I’m not sure how I found it, but there is a blog out there, 傻冒儿 Stupid Hat aka ShaMao’er that I check out regularly.

He has some very good insights into China, being of Chinese ancestry, having gone to PRC in the in the 1990s, and now working on issues of US/Chinese trade.

Truth be told, that there is a lot that Chinese and Americans don’t understand about each other, and his posts, roughly biweekly or so, tend to provide a lot of insight through the little things that reflect on culture.

Case in point: a few days ago, he was mused in a post titled Demographic defeat on the capabilities of the Chinese army to manage a protracted struggle.

He wondered whether the long standing one child per family policy may be making the PLA a hollow force:

Basically, my friend’s argument boils down to the fact that in Chinese culture, both traditional and modern, the family name is sacrosanct. It is intolerable for a family to be left without sons to carry on the name and lineage. While there is some semblance of this sentiment in the West as well, I came to appreciate that it is a far more important matter to Chinese than it is to Westerners. That is why people know the story of Marshall Peng. [The possibly apocryphal tale of Chinese army in Korea during the war being mobilized to “Save Private Ryan”] That is why people know some poems that deal with this subject. It is apparently a recurrent tragic theme in Chinese art and culture and is simply intolerable.

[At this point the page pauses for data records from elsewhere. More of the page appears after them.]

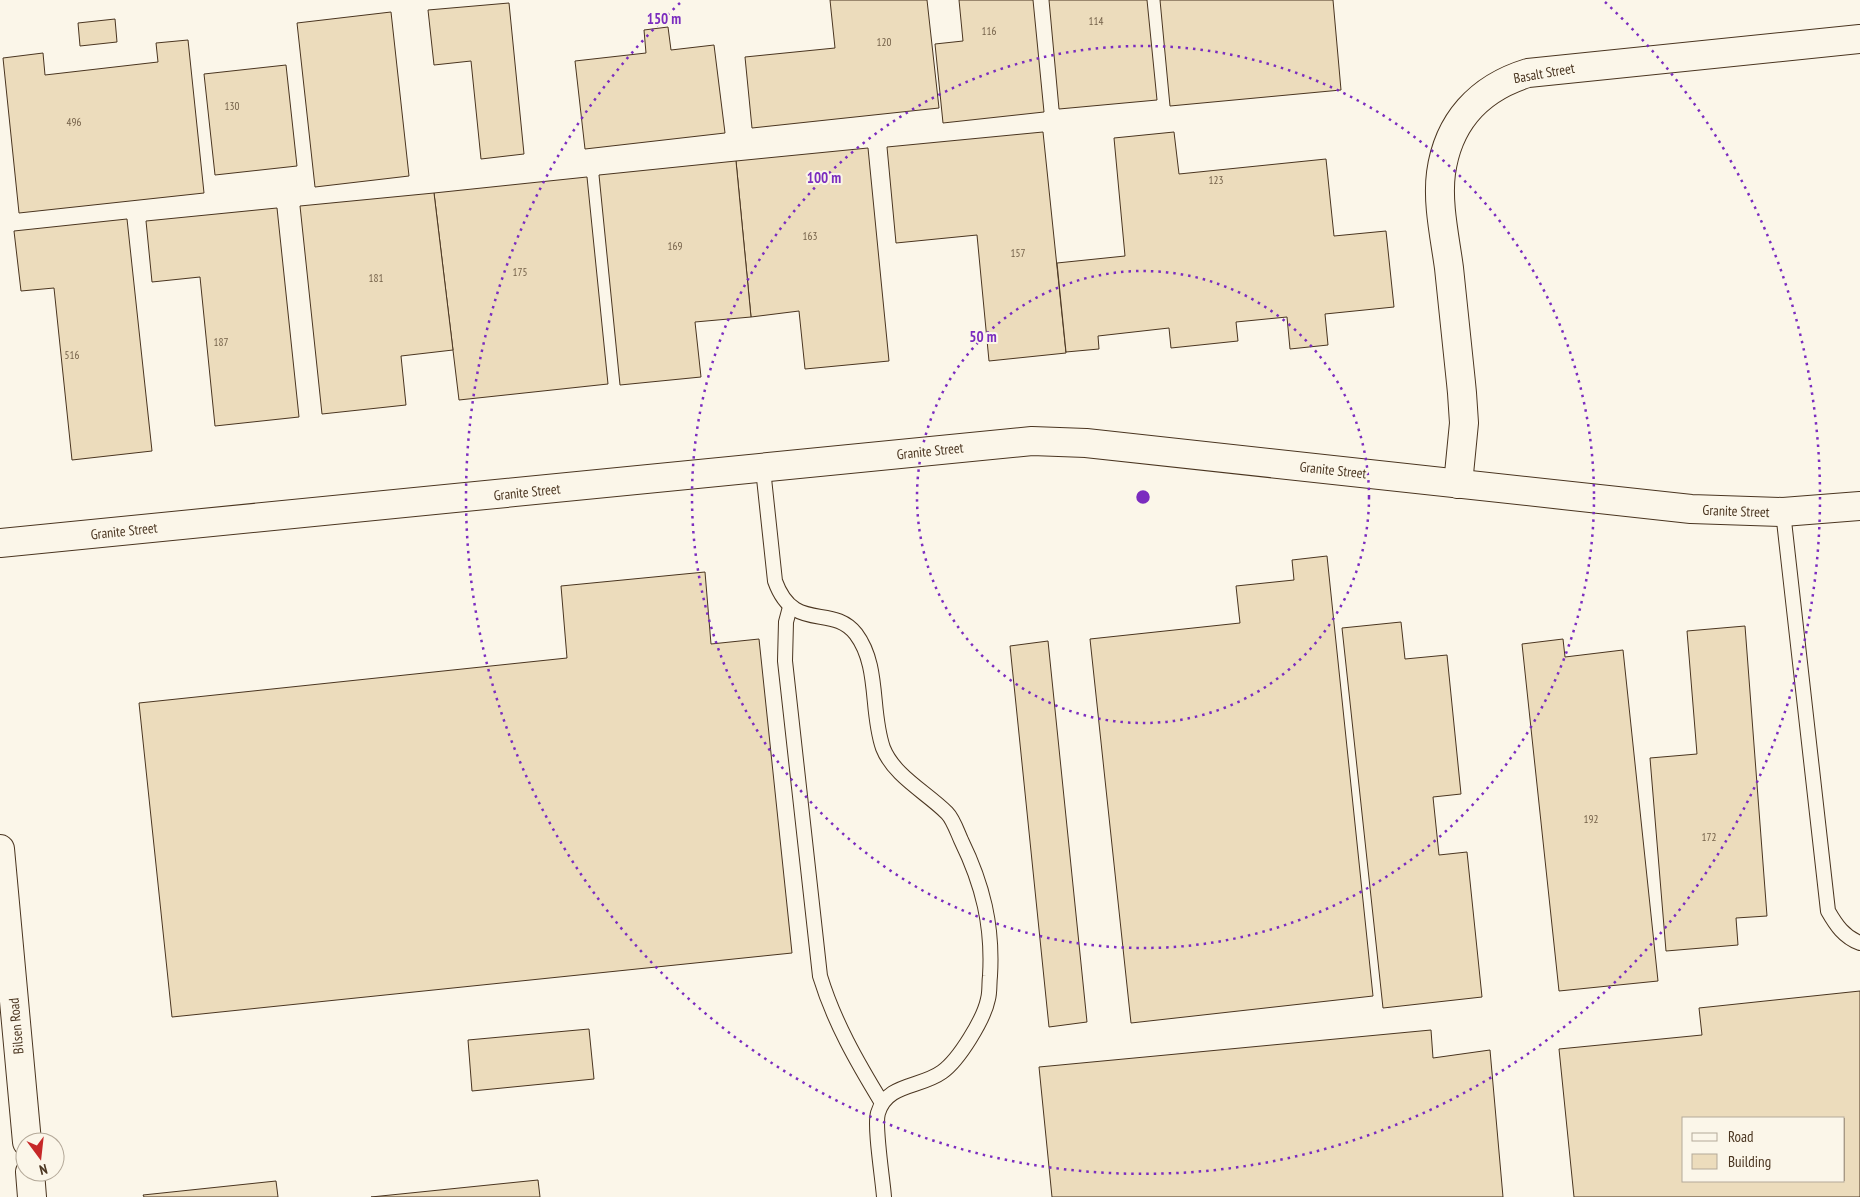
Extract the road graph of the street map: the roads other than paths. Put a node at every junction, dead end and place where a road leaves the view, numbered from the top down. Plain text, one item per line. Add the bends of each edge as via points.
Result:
1 (1860, 39) edge
2 (763, 469) junction
3 (1458, 484) junction
4 (1860, 506) edge
5 (1783, 512) junction
6 (0, 543) edge
7 (790, 607) junction
8 (0, 850) edge
9 (1860, 943) edge
10 (882, 1103) junction
11 (26, 1132) edge
12 (31, 1182) edge
13 (32, 1197) edge
14 (884, 1197) edge

1 - 3 street, Basalt Street via 1528,73 1490,88 1474,103 1457,124 1441,174 1464,424
2 - 3 street, Granite Street via 1032,441 1086,443
2 - 6 street, Granite Street
2 - 7 lane via 774,581
3 - 5 street, Granite Street via 1692,509
4 - 5 street, Granite Street
5 - 9 lane via 1828,911 1837,927
7 - 10 lane via 786,622 785,661 820,976 830,1009
7 - 10 lane via 805,616 840,622 854,632 870,664 878,731 884,750 897,770 948,814 971,860 986,904 992,951 988,999 969,1041 943,1072 929,1080 904,1086
8 - 11 street, Bilsen Road
10 - 14 lane via 877,1116
12 - 13 street

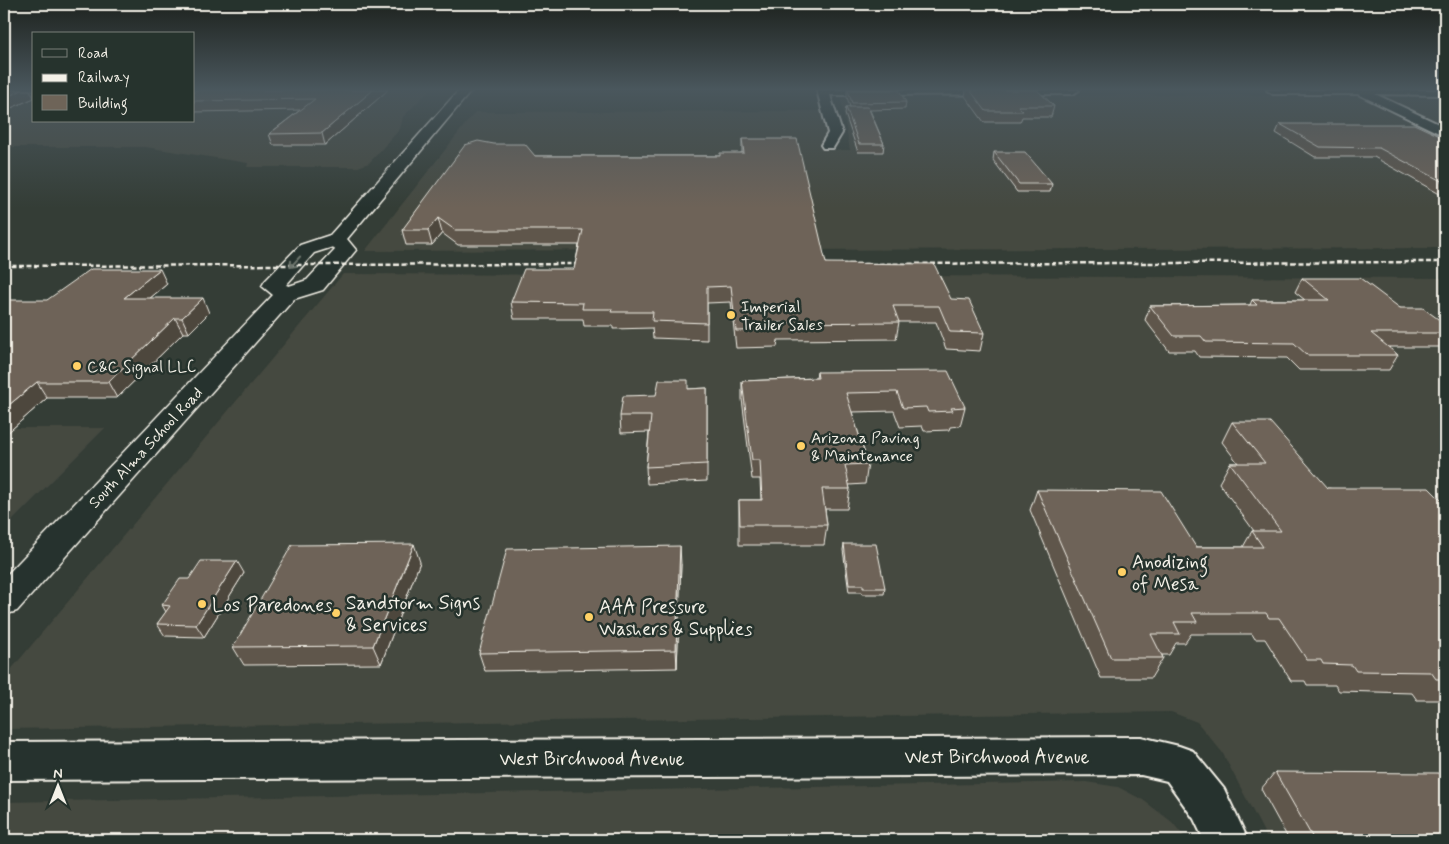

So, according to this theory, given the one-child policy that has been in place since the mid-1970’s, a good portion of the Red Army’s rank and file are currently single children. Given the exemptions for some rural people and for ethnic minorities and others some maybe in 2 child families but in any case the fact remains that a very large portion of the Army will be the single male child. In the event of a serious military conflict, this fact would render China unable to wage a protracted and costly struggle. The tearing of the social fabric that the loss of so many male family heirs would entail would break Chinese society and public outrage would end the conflict. Although Nationalism is a very potent force in China that would propel conflict, the decimation of family lines would easily trump it.

Obviously the death of a child in wartime is always a personal tragedy, but he makes an interesting point, which I would like to discuss with my neighbor, who works with Army Intel with a specialization in China and the Chinese language.